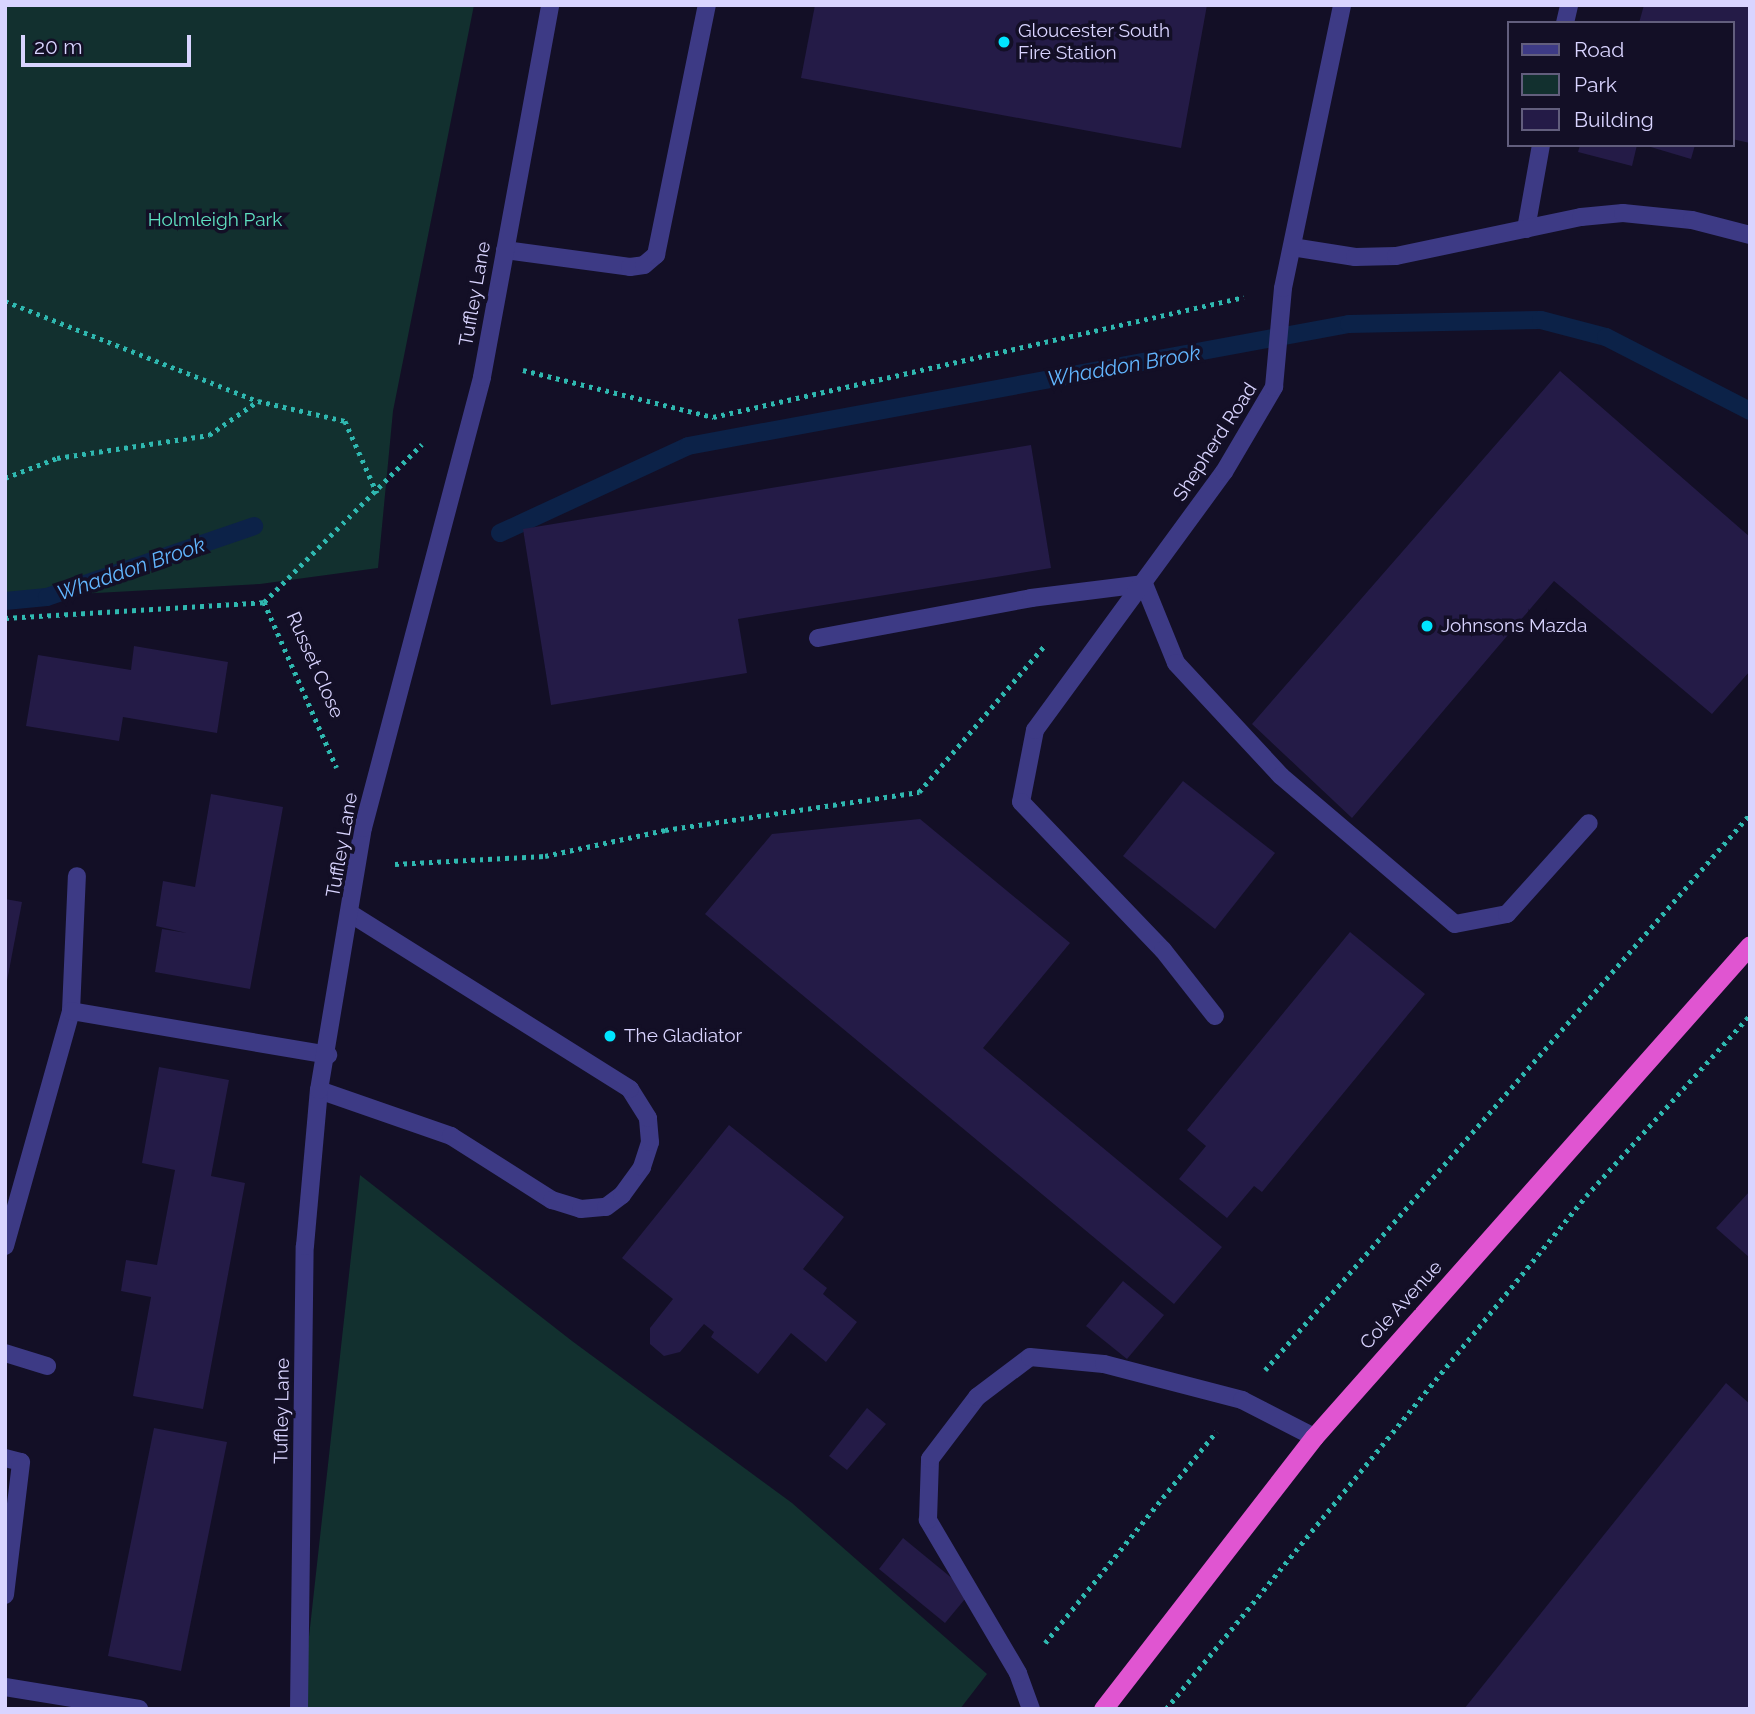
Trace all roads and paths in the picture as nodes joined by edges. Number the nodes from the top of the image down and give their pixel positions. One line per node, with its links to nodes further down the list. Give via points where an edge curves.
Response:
1 (550, 5): 8 (street, Tuffley Lane)
2 (707, 5): 8 (street, via 656,255 644,265 630,267)
3 (1342, 5): 7 (street, Shepherd Road)
4 (1541, 147): 5 (street)
5 (1526, 229): 6 (street, via 1623,213 1692,220); 7 (street, via 1396,256 1355,257)
6 (1750, 235)
7 (1292, 247): 9 (street, Shepherd Road)
8 (505, 250): 11 (street, Tuffley Lane)
9 (1283, 288): 11 (path, via 713,417); 16 (street, Shepherd Road, via 1274,387 1224,472)
10 (5, 301): 12 (path)
11 (484, 360): 23 (street, Tuffley Lane)
12 (258, 401): 14 (path, via 209,435 57,458); 15 (path, via 345,421)
13 (430, 435): 15 (path)
14 (5, 478)
15 (377, 493): 17 (path)
16 (1144, 584): 20 (street, via 1031,598); 22 (street, via 1176,663 1281,776 1455,924 1507,914); 30 (street, Shepherd Road, via 1035,730 1021,802 1163,950)
17 (264, 602): 18 (path, Russet Close); 23 (path, Russet Close)
18 (5, 618)
19 (1053, 636): 24 (path, via 919,792 665,830 545,856)
20 (818, 638)
21 (1750, 814): 36 (path)
22 (1589, 823)
23 (363, 828): 24 (street, Tuffley Lane)
24 (359, 867): 26 (street, Tuffley Lane)
25 (78, 876): 28 (street)
26 (351, 914): 31 (street, Tuffley Lane); 32 (street, via 630,1089 648,1118 650,1142 642,1167 622,1195 606,1207 581,1209 552,1199 451,1136)
27 (1750, 945): 37 (highway, Cole Avenue)
28 (72, 1011): 31 (street); 33 (street)
29 (1750, 1015): 46 (path, via 1587,1196)
30 (1215, 1016)
31 (328, 1055): 32 (street, Tuffley Lane)
32 (319, 1090): 43 (street, Tuffley Lane, via 305,1246)
33 (5, 1246)
34 (5, 1353): 35 (street)
35 (47, 1366)
36 (1242, 1400): 37 (street); 40 (path, via 1074,1611); 40 (street, via 1104,1364 1030,1357 976,1397 930,1459 928,1520)
37 (1314, 1437): 45 (highway, Cole Avenue)
38 (13, 1460): 39 (street)
39 (5, 1595)
40 (1018, 1673): 44 (street)
41 (5, 1687): 42 (street)
42 (139, 1709)
43 (299, 1709)
44 (1031, 1709)
45 (1103, 1709)
46 (1166, 1709)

· · · · ·

| Your goal |
The copy must reproduce every entry exactly while excluding all pictures.

| Completed task |
Trace all roads and paths in the picture as nodes joined by edges. Number the nodes from the top of the image down and give their pixel positions. One line per node, with its links to nodes further down the list. Give via points where an edge curves.
Response:
1 (550, 5): 8 (street, Tuffley Lane)
2 (707, 5): 8 (street, via 656,255 644,265 630,267)
3 (1342, 5): 7 (street, Shepherd Road)
4 (1541, 147): 5 (street)
5 (1526, 229): 6 (street, via 1623,213 1692,220); 7 (street, via 1396,256 1355,257)
6 (1750, 235)
7 (1292, 247): 9 (street, Shepherd Road)
8 (505, 250): 11 (street, Tuffley Lane)
9 (1283, 288): 11 (path, via 713,417); 16 (street, Shepherd Road, via 1274,387 1224,472)
10 (5, 301): 12 (path)
11 (484, 360): 23 (street, Tuffley Lane)
12 (258, 401): 14 (path, via 209,435 57,458); 15 (path, via 345,421)
13 (430, 435): 15 (path)
14 (5, 478)
15 (377, 493): 17 (path)
16 (1144, 584): 20 (street, via 1031,598); 22 (street, via 1176,663 1281,776 1455,924 1507,914); 30 (street, Shepherd Road, via 1035,730 1021,802 1163,950)
17 (264, 602): 18 (path, Russet Close); 23 (path, Russet Close)
18 (5, 618)
19 (1053, 636): 24 (path, via 919,792 665,830 545,856)
20 (818, 638)
21 (1750, 814): 36 (path)
22 (1589, 823)
23 (363, 828): 24 (street, Tuffley Lane)
24 (359, 867): 26 (street, Tuffley Lane)
25 (78, 876): 28 (street)
26 (351, 914): 31 (street, Tuffley Lane); 32 (street, via 630,1089 648,1118 650,1142 642,1167 622,1195 606,1207 581,1209 552,1199 451,1136)
27 (1750, 945): 37 (highway, Cole Avenue)
28 (72, 1011): 31 (street); 33 (street)
29 (1750, 1015): 46 (path, via 1587,1196)
30 (1215, 1016)
31 (328, 1055): 32 (street, Tuffley Lane)
32 (319, 1090): 43 (street, Tuffley Lane, via 305,1246)
33 (5, 1246)
34 (5, 1353): 35 (street)
35 (47, 1366)
36 (1242, 1400): 37 (street); 40 (path, via 1074,1611); 40 (street, via 1104,1364 1030,1357 976,1397 930,1459 928,1520)
37 (1314, 1437): 45 (highway, Cole Avenue)
38 (13, 1460): 39 (street)
39 (5, 1595)
40 (1018, 1673): 44 (street)
41 (5, 1687): 42 (street)
42 (139, 1709)
43 (299, 1709)
44 (1031, 1709)
45 (1103, 1709)
46 (1166, 1709)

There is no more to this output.